Improving air quality in Leeds
Vice-Chancellor, Sir Alan Langlands has signed the Clean Air Leeds pledge demonstrating the University’s commitment to improving air quality in the city.
Sustainability Project Officer, Claire Booth and Vice-Chancellor, Sir Alan Langlands
The University is one of a handful of local organisations to sign the pledge as part of Leeds City Councils campaign to raise awareness of air quality issues and to encourage behaviour change at both organisational and individual levels.
A research project which uses the University as a living lab by measuring and mapping air quality across our campus has recently been launched. This collaborative research between the Sustainability Service, School of Earth & Environment, the Institute for Transport Studies and Estates Services will support the University in identifying where and how opportunities for air quality improvement exist and can be prioritised. Learnings and outcomes will be shared with the city so that the benefits can be maximised.
As part of the project, we will also be running experiments to research the pollution that our staff and students are exposed to whilst commuting to the University. Volunteers will wear air quality monitors whilst commuting along a number of different routes using different modes of transport. This way, we can support our staff and students to find the healthiest ways to travel whilst protecting the environment.
As Louise Ellis, Director for Sustainability Services notes; Improving air quality is vital for the city and something we all have a role in achieving; and something we are committed to doing. As part of our wider commitment to having a positive impact on society, the University will be changing both our operations and infrastructure, supporting our staff, students and visitors to travel more sustainably and carrying out research which will inform our activities as a city. I am particularly excited about the launch of our air quality monitoring programme which will provide vital information on how we are getting on and what we need to do going forward.
The Office for National Statistics announced that the total emissions from motor vehicles fell 12% from 2012 to 2016. However, the UK remains in breach of European limits for nitrogen oxides (NOx) in 15 cities.

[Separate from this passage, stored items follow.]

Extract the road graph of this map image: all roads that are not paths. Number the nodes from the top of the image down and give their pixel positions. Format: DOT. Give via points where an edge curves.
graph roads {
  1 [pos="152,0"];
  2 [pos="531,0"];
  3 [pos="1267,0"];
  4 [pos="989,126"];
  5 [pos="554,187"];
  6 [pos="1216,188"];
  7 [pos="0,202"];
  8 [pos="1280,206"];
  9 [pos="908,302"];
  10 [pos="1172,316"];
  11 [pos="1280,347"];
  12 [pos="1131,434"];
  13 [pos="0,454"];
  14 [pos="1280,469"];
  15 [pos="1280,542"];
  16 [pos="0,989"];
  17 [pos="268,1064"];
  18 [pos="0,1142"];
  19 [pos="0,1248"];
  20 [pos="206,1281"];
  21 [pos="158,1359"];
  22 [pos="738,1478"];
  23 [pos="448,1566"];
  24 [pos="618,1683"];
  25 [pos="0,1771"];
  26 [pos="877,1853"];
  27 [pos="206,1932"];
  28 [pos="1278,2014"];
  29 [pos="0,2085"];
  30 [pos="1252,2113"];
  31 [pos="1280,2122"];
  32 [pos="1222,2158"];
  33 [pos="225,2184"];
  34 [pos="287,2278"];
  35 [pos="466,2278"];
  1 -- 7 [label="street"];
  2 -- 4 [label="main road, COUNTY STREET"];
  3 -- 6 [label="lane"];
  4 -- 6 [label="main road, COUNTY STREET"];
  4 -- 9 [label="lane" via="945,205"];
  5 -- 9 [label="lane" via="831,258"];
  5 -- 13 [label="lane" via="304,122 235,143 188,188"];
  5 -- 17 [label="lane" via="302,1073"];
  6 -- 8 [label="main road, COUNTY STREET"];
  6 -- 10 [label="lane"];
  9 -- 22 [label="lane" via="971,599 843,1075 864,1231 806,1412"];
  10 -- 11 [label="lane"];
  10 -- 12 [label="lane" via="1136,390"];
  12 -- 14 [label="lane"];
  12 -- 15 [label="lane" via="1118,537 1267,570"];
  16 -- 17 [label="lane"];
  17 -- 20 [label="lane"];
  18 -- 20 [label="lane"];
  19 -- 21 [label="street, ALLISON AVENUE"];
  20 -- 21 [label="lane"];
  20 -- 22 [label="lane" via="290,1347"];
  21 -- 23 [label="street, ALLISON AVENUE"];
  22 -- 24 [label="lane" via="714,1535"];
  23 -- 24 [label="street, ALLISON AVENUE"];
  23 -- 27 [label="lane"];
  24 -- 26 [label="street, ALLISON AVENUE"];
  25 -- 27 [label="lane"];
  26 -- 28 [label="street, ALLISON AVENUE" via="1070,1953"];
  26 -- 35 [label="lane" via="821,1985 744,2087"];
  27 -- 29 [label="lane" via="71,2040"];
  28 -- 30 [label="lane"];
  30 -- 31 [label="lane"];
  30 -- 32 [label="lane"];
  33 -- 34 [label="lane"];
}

Work on air quality issues is deeply rooted within the Universitys activities through the way we operate and what we research and teach. The Universitys Sustainability Strategy, Travel Plan and Environmental Management System set targets to reduce the impact of our operations and encourage behaviour change relating to fleet, business and commuting travel.
Our initiatives for staff and students include promoting sustainable travel as the norm for our staff, students and visitors for example, through walking, cycling, public transport and use of electric vehicles all of which is central to our University Travel Plan.
Follow the links below to find out more about the range of initiatives that exist:
- Affordable bike hire for staff and students at the Bike Hub
- Investment in campus cycle facilities
- Car-share scheme and preferential parking permit arrangements for car-sharers
- Discounted travel tickets for buses and trains
- Engage with Living Lab research activities (including volunteering for campus air quality monitoring sessions)
- There are also 16 electric vehicle charging points located on campus for staff and public use.
Have your say
At the start of the year, Leeds City Council launched the Clean Air Zone public consultation. It is seeking input into proposals for a Leeds Clean Air Zone and additional measures to reduce air quality levels to an acceptable level within the shortest possible timescales.
The University is preparing an Institutional response and is encouraging as many people to review the proposals and respond in a personal capacity.
The consultation survey can be completed online and runs until 2 March 2018.